Jutaan Hektare Sawit Dikuasai Koperasi

Jutaan Hektare Sawit Dikuasai Koperasi

55tv.co.id – Ribuan koperasi perkebunan di seluruh Indonesia kini bersiap mengambil peran sentral dalam mengelola jutaan hektare lahan kelapa sawit sitaan negara. Langkah strategis ini digadang-gadang bakal menjadi kunci peningkatan kesejahteraan petani sekaligus memperkuat kemandirian industri sawit nasional.

COLLABMEDIANET

Menteri Koperasi dan UKM Ferry Juliantono pada Selasa 11 Agustus 2026 menegaskan percepatan pengolahan hilir sawit yang digerakkan koperasi memerlukan sinergi dari berbagai elemen. Terutama dukungan dari PT Agrinas Palma Nusantara yang mendapat amanat pemerintah untuk menggarap lahan sawit hasil penertiban Satuan Tugas Penertiban Kawasan Hutan (Satgas PKH).

Jutaan Hektare Sawit Dikuasai Koperasi
Gambar Istimewa : img.okezone.com

Ferry menjelaskan Presiden Prabowo Subianto memiliki visi jelas.
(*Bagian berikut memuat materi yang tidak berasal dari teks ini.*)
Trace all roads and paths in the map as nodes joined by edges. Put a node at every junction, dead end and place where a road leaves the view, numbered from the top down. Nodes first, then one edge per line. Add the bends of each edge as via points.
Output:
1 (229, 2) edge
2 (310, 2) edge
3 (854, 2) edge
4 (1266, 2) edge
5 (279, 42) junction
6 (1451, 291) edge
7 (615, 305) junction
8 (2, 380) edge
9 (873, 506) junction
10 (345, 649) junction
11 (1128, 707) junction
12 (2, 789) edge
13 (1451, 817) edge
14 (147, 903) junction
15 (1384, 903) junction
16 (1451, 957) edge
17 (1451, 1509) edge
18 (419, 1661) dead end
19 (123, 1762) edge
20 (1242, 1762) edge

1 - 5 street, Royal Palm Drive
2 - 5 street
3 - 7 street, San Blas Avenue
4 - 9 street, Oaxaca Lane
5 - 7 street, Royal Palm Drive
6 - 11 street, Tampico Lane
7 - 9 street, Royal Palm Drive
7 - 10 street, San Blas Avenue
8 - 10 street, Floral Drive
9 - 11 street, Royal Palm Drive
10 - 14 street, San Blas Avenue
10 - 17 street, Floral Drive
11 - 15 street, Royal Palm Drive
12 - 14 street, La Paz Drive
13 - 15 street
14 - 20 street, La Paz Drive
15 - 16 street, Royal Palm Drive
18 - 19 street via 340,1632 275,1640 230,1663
Beliau menginginkan agar pengelolaan lahan yang telah diambil alih Satgas PKH dan dipercayakan kepada Agrinas Palma dapat merangkul masyarakat luas termasuk anggota koperasi yang merupakan para petani sawit.

Oleh karena itu Kementerian Koperasi dan UKM mendorong koperasi-koperasi aktif di sektor perkebunan sawit untuk mengambil peran lebih besar. Mereka diharapkan mampu mengokohkan mata rantai pasok industri sawit dari hulu hingga hilir.
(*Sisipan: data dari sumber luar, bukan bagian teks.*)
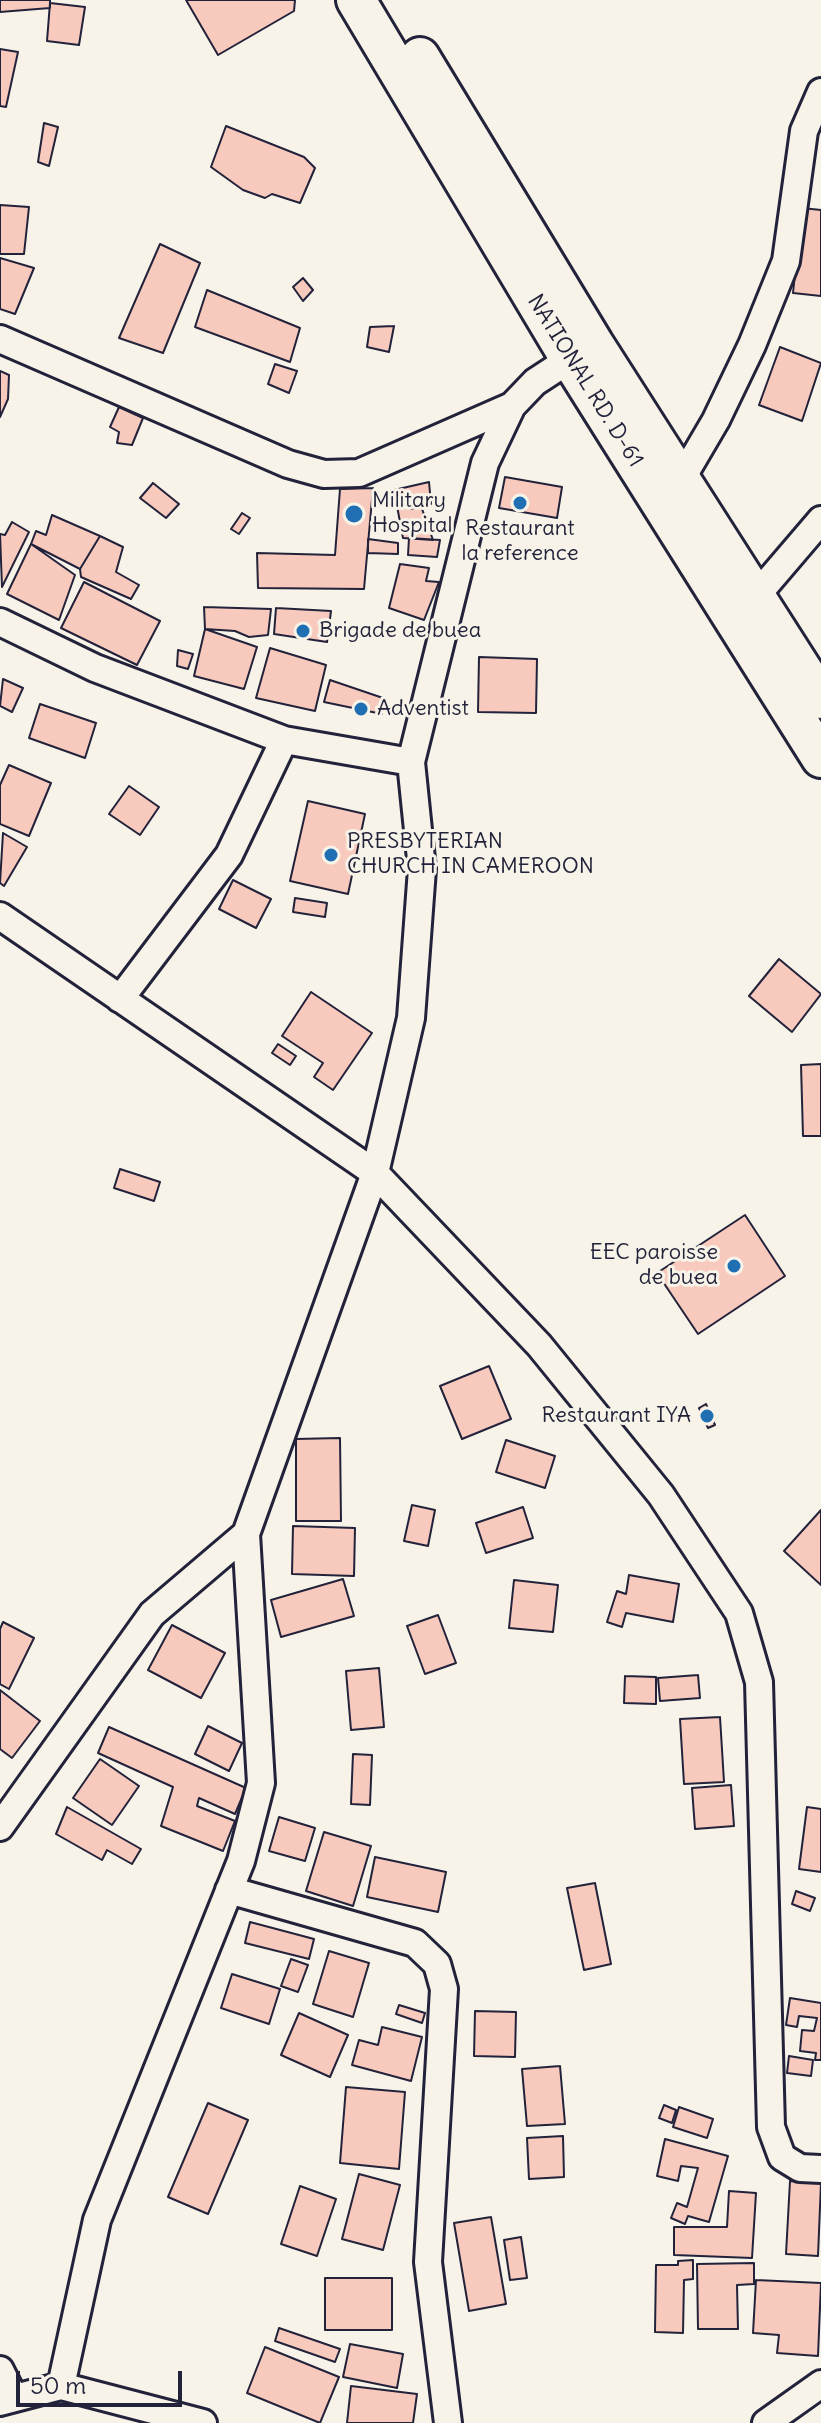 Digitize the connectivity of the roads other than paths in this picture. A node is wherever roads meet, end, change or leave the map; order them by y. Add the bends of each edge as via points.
1 (356, 0) edge
2 (386, 0) edge
3 (821, 92) edge
4 (0, 339) edge
5 (582, 352) junction
6 (512, 406) junction
7 (682, 478) junction
8 (821, 520) edge
9 (756, 596) junction
10 (0, 622) edge
11 (821, 699) edge
12 (284, 740) junction
13 (821, 758) edge
14 (411, 762) junction
15 (0, 916) edge
16 (120, 999) junction
17 (375, 1173) junction
18 (246, 1534) junction
19 (0, 1827) edge
20 (229, 1890) junction
21 (821, 2169) edge
22 (0, 2370) edge
23 (821, 2384) edge
24 (61, 2386) junction
25 (7, 2400) edge
26 (203, 2423) edge
27 (448, 2423) edge
28 (766, 2423) edge

1 - 5 highway, NATIONAL RD. D-61
2 - 5 highway, NATIONAL RD. D-61
3 - 7 street via 804,131 786,261 752,345
4 - 6 street via 288,464 324,474 359,473
5 - 6 street via 535,382
5 - 7 highway, NATIONAL RD. D-61
5 - 13 highway, NATIONAL RD. D-61
6 - 14 street via 485,463
7 - 9 highway, NATIONAL RD. D-61
8 - 9 street
9 - 11 highway, NATIONAL RD. D-61
10 - 12 street via 95,668
12 - 14 street
12 - 16 street via 229,855
14 - 17 street via 422,869 411,1018
15 - 16 street
16 - 17 street
17 - 18 street
17 - 21 street via 539,1345 661,1495 739,1613 759,1682 771,2127 782,2157 800,2168
18 - 19 street via 152,1614
18 - 20 street via 261,1783
20 - 24 street via 97,2220
20 - 27 street via 415,1943 437,1964 444,1989 428,2262
22 - 25 street
23 - 28 street
24 - 25 street
24 - 26 street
Visi besar tersebut meliputi kemampuan koperasi untuk membangun fasilitas produksi minyak sawit mentah (CPO) secara mandiri. Dengan demikian kebutuhan minyak goreng dan produk turunannya dapat dipenuhi sepenuhnya oleh koperasi tanpa bergantung pihak lain.
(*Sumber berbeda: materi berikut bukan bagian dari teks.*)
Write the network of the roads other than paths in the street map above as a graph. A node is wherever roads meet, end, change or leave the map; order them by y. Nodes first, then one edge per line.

Menteri Ferry juga menyoroti pentingnya instrumen dan strategi baru guna mendongkrak produktivitas perkebunan rakyat. Salah satu pendekatan utama adalah menyatukan para petani sawit dalam sebuah entitas bisnis koperasi yang kuat.

Ada dua skema utama yang dapat ditempuh untuk mewujudkan pengolahan hilir kelapa sawit berbasis koperasi. Pertama memperkuat koperasi yang sudah ada dan beroperasi. Kedua mengonsolidasikan koperasi-koperasi primer melalui pembentukan badan usaha yang lebih besar dan terstruktur.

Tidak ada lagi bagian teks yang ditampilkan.